En su artículo me quede con la curiosidad de saber más sobre otros objetos u otros estudios similares que hacen referencia, al axis mundi como usted lo llama ; al árbol o a su especie. Con la pequeña referencia del mundo maya y del ceibo tropical, reconstruye o al menos trata de esbozar una forma de pensamiento de una sociedad desaparecida. Lo cual es interesante, pero en mi opinión requiere un trabajo comparativo más importante centrado tal vez en evidencias similares. Para comenzar efectuando comparaciones con otras culturas del mismo periodo (desarrollos regionales), luego estableciendo recurrencias a falta de contextos, qué similitudes con otras sociedades de foresta tropical, referencias a grupos amerindios actuales, etc.
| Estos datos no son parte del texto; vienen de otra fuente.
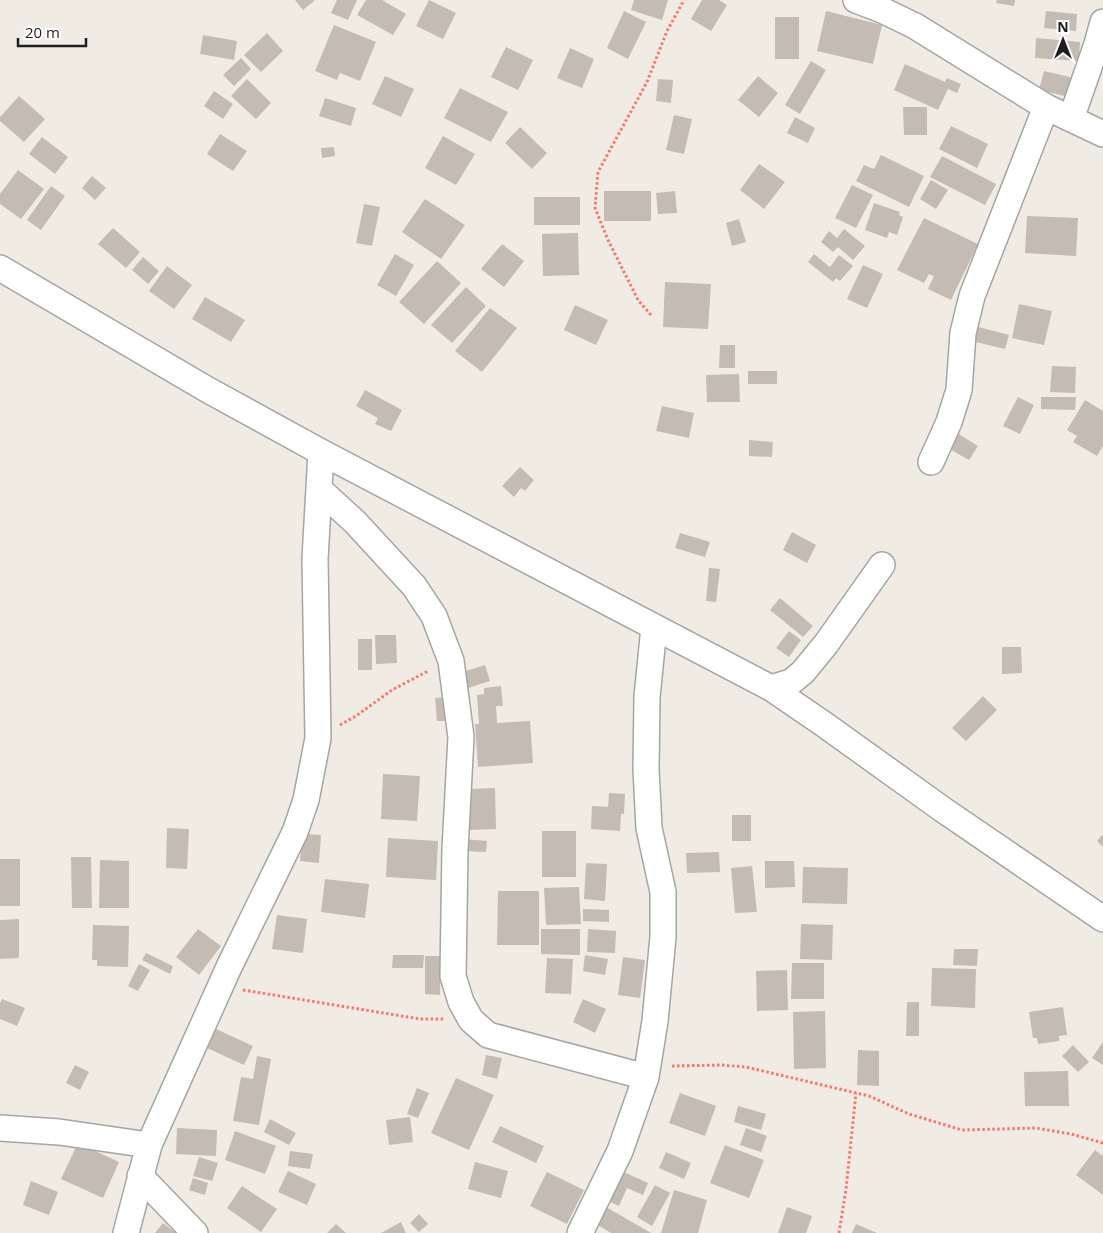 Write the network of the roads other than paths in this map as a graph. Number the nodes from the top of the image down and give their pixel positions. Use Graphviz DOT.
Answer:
graph roads {
  1 [pos="856,0"];
  2 [pos="1103,22"];
  3 [pos="1046,107"];
  4 [pos="1071,119"];
  5 [pos="1103,134"];
  6 [pos="0,268"];
  7 [pos="321,452"];
  8 [pos="931,462"];
  9 [pos="319,489"];
  10 [pos="882,565"];
  11 [pos="654,627"];
  12 [pos="771,688"];
  13 [pos="1103,919"];
  14 [pos="648,1072"];
  15 [pos="0,1128"];
  16 [pos="149,1145"];
  17 [pos="140,1176"];
  18 [pos="126,1233"];
  19 [pos="195,1233"];
  20 [pos="580,1233"];
  1 -- 3 [label="street"];
  2 -- 4 [label="street"];
  3 -- 4 [label="street"];
  3 -- 8 [label="street"];
  4 -- 5 [label="street"];
  6 -- 7 [label="street"];
  7 -- 9 [label="street"];
  7 -- 11 [label="street"];
  9 -- 14 [label="street"];
  9 -- 16 [label="street"];
  10 -- 12 [label="street"];
  11 -- 12 [label="street"];
  11 -- 14 [label="street"];
  12 -- 13 [label="street"];
  14 -- 20 [label="street"];
  15 -- 16 [label="street"];
  16 -- 17 [label="street"];
  17 -- 18 [label="street"];
  17 -- 19 [label="street"];
} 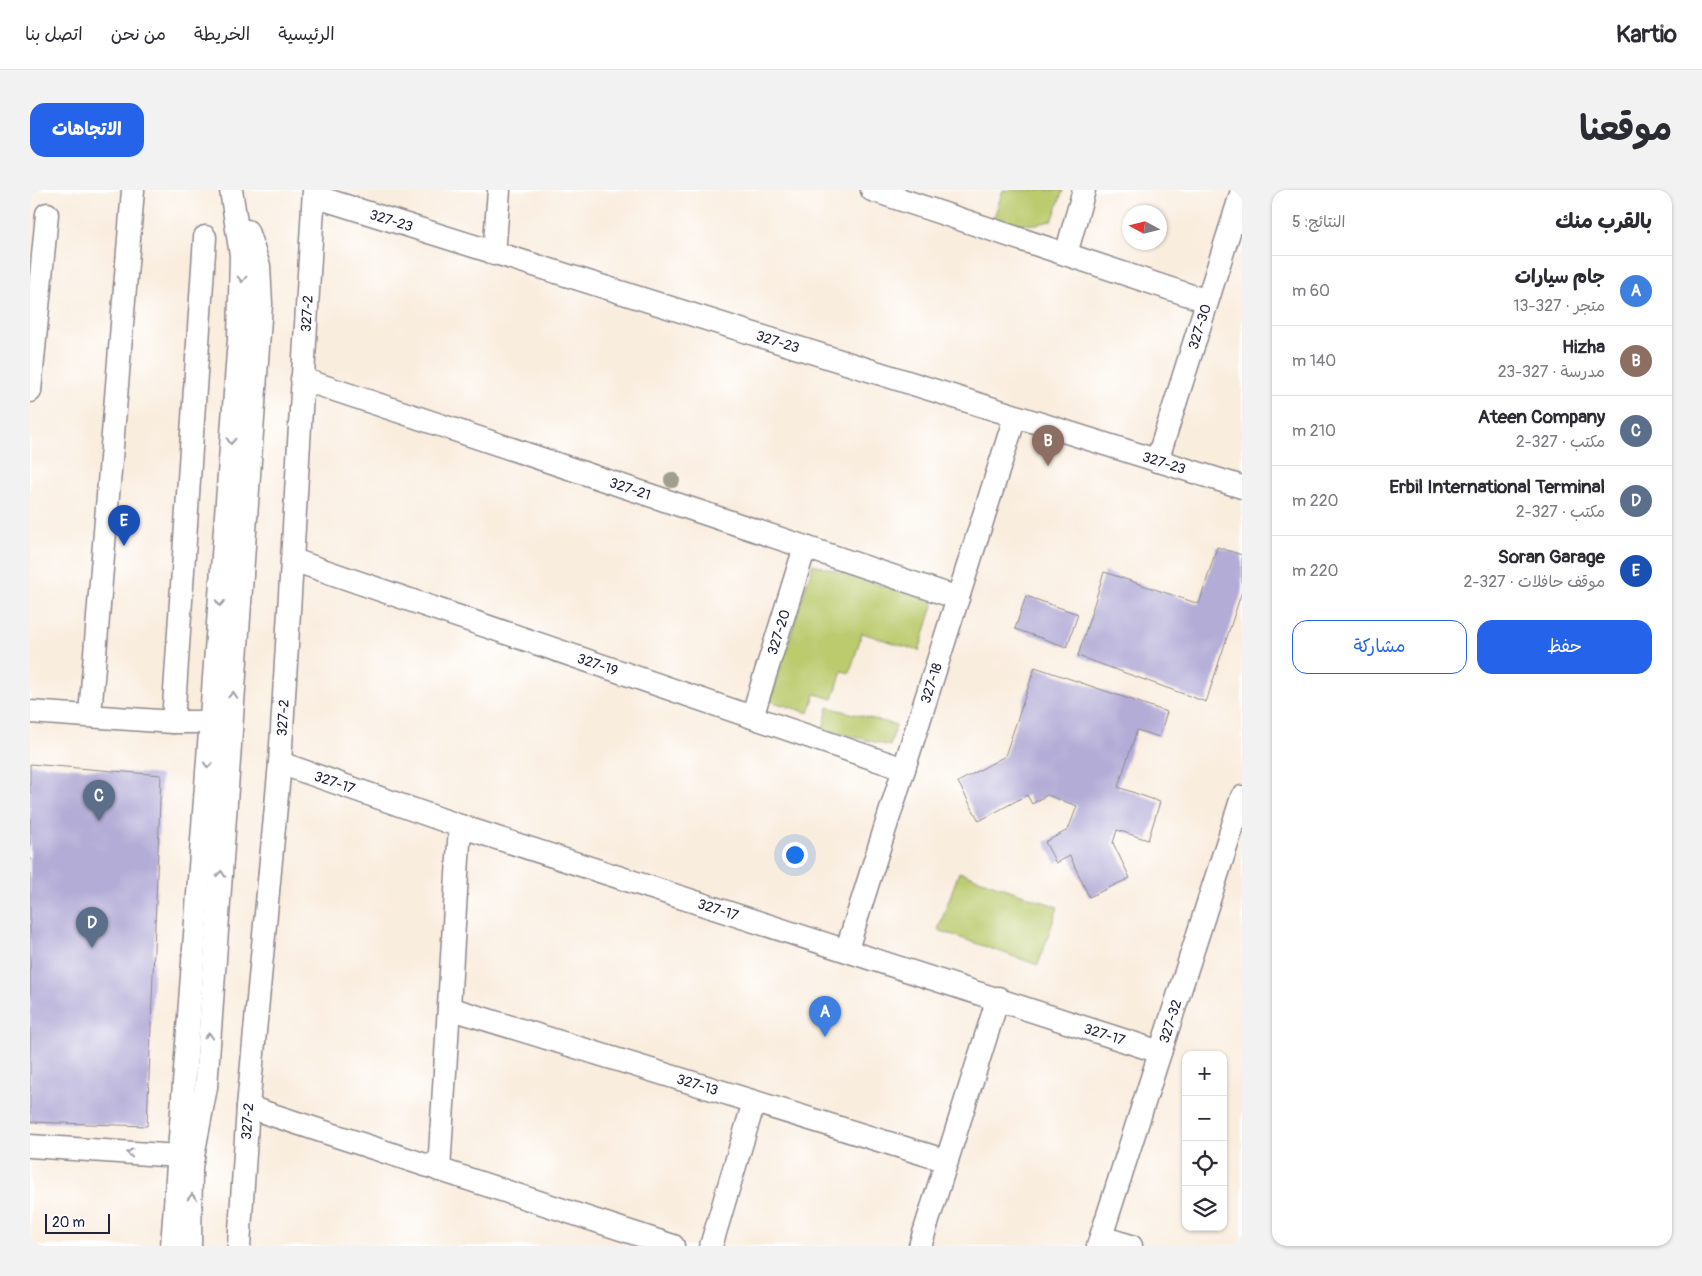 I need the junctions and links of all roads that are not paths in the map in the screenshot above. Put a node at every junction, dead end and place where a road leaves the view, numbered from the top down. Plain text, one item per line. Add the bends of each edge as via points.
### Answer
1 (133, 190) edge
2 (231, 190) edge
3 (499, 190) edge
4 (873, 190) edge
5 (1084, 190) edge
6 (1242, 191) edge
7 (314, 193) edge
8 (47, 214) dead end
9 (205, 238) dead end
10 (494, 254) junction
11 (1066, 254) junction
12 (1207, 301) junction
13 (302, 379) junction
14 (30, 391) edge
15 (1015, 417) junction
16 (1156, 461) junction
17 (1242, 487) edge
18 (804, 547) junction
19 (293, 560) junction
20 (958, 598) junction
21 (30, 712) edge
22 (90, 715) junction
23 (752, 717) junction
24 (173, 722) junction
25 (222, 722) junction
26 (280, 763) junction
27 (904, 769) junction
28 (1242, 797) edge
29 (460, 826) junction
30 (847, 949) junction
31 (998, 998) junction
32 (449, 1008) junction
33 (1160, 1052) junction
34 (754, 1102) junction
35 (248, 1108) junction
36 (30, 1146) edge
37 (186, 1156) junction
38 (947, 1161) junction
39 (439, 1170) junction
40 (1099, 1242) edge
41 (172, 1246) edge
42 (190, 1246) edge
43 (239, 1246) edge
44 (673, 1246) edge
45 (711, 1246) edge
46 (920, 1246) edge
47 (1131, 1246) edge

1 - 22 street
2 - 25 street via 241,255 241,308
3 - 10 street
4 - 11 street
5 - 11 street
6 - 12 street, 327-30
7 - 10 street, 327-23
7 - 13 street, 327-2
8 - 14 street
9 - 24 street
10 - 15 street, 327-23
11 - 12 street
12 - 16 street, 327-30
13 - 18 street, 327-21
13 - 19 street, 327-2
15 - 16 street, 327-23
15 - 20 street, 327-18
16 - 17 street, 327-23
18 - 20 street, 327-21
18 - 23 street, 327-20
19 - 23 street, 327-19
19 - 26 street, 327-2
20 - 27 street, 327-18
21 - 22 street
22 - 24 street
23 - 27 street, 327-19
24 - 25 street
25 - 37 street
26 - 29 street, 327-17
26 - 35 street, 327-2
27 - 30 street, 327-18
28 - 33 street, 327-32
29 - 30 street, 327-17
29 - 32 street
30 - 31 street, 327-17
31 - 33 street, 327-17
31 - 38 street
32 - 34 street, 327-13
32 - 39 street
33 - 40 street, 327-32
34 - 38 street, 327-13
34 - 45 street
35 - 39 street
35 - 43 street, 327-2
37 -> 36 street
37 - 41 street
42 -> 37 street
38 - 46 street
39 - 44 street
40 - 47 street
De lo contrario y a pesar de algunas pistas que estimulan nuestra curiosidad, el artículo vuelve a quedar tan solo en una descripción estilística de la pieza y unos comentarios finales desconectados del todo, justamente de la sociedad que la produjo.
¿Por qué estos animales son representados de manera repetitiva?
¿Cuàles podrían ser las características comunes con otras piezas aunque cada una guarde su particularidad?
¿Por qué unas piezas son tan especiales (pienso en el Picasso de La Tolita) y al contrario, otras cuentan los aspectos más comunes de la vida de estas sociedades?
¿No seria tiempo de pensar en un método que ayude a estudiar las piezas de museos màs allá de la simple descripción tecnológica y estilística, o la simple enunciación teórica sin contenido en el análisis de la pieza?
Un método que sirva para establecer categorìas de análisis mas rigurosas, para contextualizar las piezas y que sirvan como útiles de interpretación y no solo de exposición museogrófica basada en la estética u originalidad de la pieza?.
Alguien hablaba siempre del contenido y no de la forma, creo que esto habría que trabajarlo más, el contenido de las afirmaciones y no solo su forma. Quien sabe… tal vez un estudio basado en la antropología de los objetos pueda ser una puerta de gran utilidad. Fundamentada en las identidades materiales (las colecciones de museos) en su contexto cutural, social y ecológico, propone útiles científicos (conceptos, análisis, métodos de investigación de campo…) que permitan comprender la sociedad a través de su mundo material. Ahora; el problema en como aplicarlo a la arqueologia; es decir justamente con sociedades desaparecidas con las cuales no podemos conversar. Affaire à suivre!